§ **TASK DETAILS**: Your response should reproduce every line of the entries that contains the word "dead".

§ **Records from a dataset**:
───
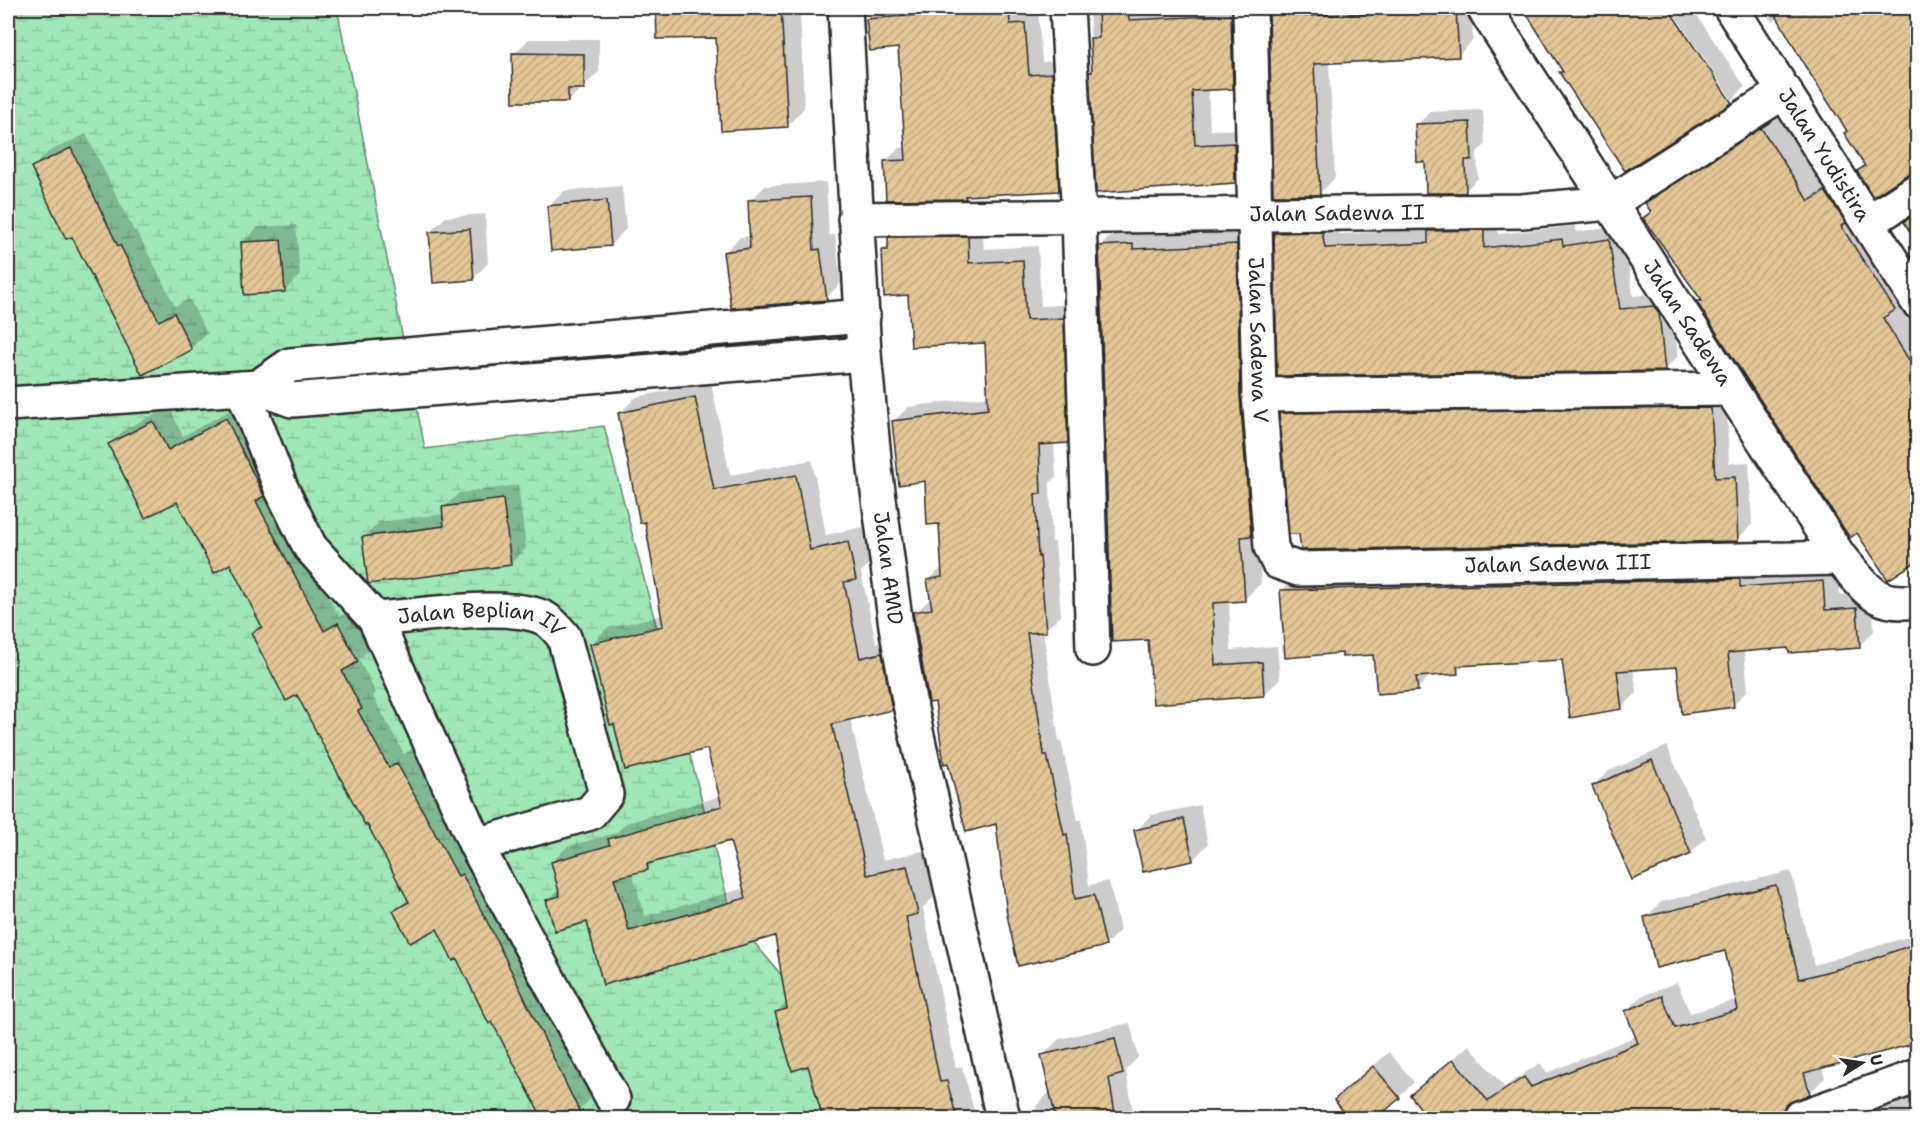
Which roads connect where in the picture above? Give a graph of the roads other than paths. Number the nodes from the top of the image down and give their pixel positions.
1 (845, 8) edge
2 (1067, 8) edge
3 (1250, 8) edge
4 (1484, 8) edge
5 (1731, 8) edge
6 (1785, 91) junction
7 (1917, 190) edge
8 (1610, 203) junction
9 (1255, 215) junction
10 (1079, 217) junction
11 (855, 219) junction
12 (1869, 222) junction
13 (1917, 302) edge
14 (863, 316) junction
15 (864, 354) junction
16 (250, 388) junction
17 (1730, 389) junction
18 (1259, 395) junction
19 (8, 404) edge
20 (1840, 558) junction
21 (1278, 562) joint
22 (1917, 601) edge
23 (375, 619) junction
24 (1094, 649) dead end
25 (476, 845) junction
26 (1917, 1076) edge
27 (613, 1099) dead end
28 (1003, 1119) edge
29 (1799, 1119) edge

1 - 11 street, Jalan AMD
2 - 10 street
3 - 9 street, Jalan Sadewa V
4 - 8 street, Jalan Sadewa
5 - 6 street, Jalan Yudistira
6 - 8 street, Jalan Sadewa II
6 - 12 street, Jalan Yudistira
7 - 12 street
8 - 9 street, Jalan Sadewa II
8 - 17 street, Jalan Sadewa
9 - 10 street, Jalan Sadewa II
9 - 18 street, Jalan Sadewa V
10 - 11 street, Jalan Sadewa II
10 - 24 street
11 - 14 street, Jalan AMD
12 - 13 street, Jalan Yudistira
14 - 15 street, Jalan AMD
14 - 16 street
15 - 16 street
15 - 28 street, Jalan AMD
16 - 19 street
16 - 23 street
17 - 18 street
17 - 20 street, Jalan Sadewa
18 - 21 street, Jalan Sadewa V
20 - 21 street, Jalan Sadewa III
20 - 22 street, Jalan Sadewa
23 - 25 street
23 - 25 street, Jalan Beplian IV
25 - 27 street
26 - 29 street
───
§ **TASK SOLUTION**:
24 (1094, 649) dead end
27 (613, 1099) dead end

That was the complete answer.